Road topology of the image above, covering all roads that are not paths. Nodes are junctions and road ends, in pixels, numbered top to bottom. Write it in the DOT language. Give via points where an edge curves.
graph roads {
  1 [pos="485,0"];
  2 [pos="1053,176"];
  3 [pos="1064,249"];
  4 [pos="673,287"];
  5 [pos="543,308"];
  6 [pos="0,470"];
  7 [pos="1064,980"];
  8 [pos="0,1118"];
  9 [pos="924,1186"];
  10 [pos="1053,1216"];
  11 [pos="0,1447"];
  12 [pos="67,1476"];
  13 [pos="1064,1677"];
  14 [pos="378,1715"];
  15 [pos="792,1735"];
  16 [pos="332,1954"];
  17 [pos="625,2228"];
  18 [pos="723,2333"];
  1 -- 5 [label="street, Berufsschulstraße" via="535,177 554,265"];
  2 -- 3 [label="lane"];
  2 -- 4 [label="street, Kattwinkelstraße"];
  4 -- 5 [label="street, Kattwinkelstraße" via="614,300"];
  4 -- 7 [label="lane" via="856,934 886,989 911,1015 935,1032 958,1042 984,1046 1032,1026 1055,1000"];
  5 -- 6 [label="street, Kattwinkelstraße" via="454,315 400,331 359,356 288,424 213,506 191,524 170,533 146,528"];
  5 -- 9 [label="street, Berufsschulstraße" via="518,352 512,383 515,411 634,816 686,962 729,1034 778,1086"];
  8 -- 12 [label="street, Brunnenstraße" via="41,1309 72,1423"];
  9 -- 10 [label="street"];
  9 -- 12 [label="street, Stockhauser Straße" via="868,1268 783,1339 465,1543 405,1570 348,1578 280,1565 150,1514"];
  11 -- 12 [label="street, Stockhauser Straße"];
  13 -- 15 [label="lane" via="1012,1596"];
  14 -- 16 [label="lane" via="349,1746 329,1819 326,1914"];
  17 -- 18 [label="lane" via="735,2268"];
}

• The task
Copy out, from the material above, each line in which the string "lane" is found.

• Problem solution
  2 -- 3 [label="lane"];
  4 -- 7 [label="lane" via="856,934 886,989 911,1015 935,1032 958,1042 984,1046 1032,1026 1055,1000"];
  13 -- 15 [label="lane" via="1012,1596"];
  14 -- 16 [label="lane" via="349,1746 329,1819 326,1914"];
  17 -- 18 [label="lane" via="735,2268"];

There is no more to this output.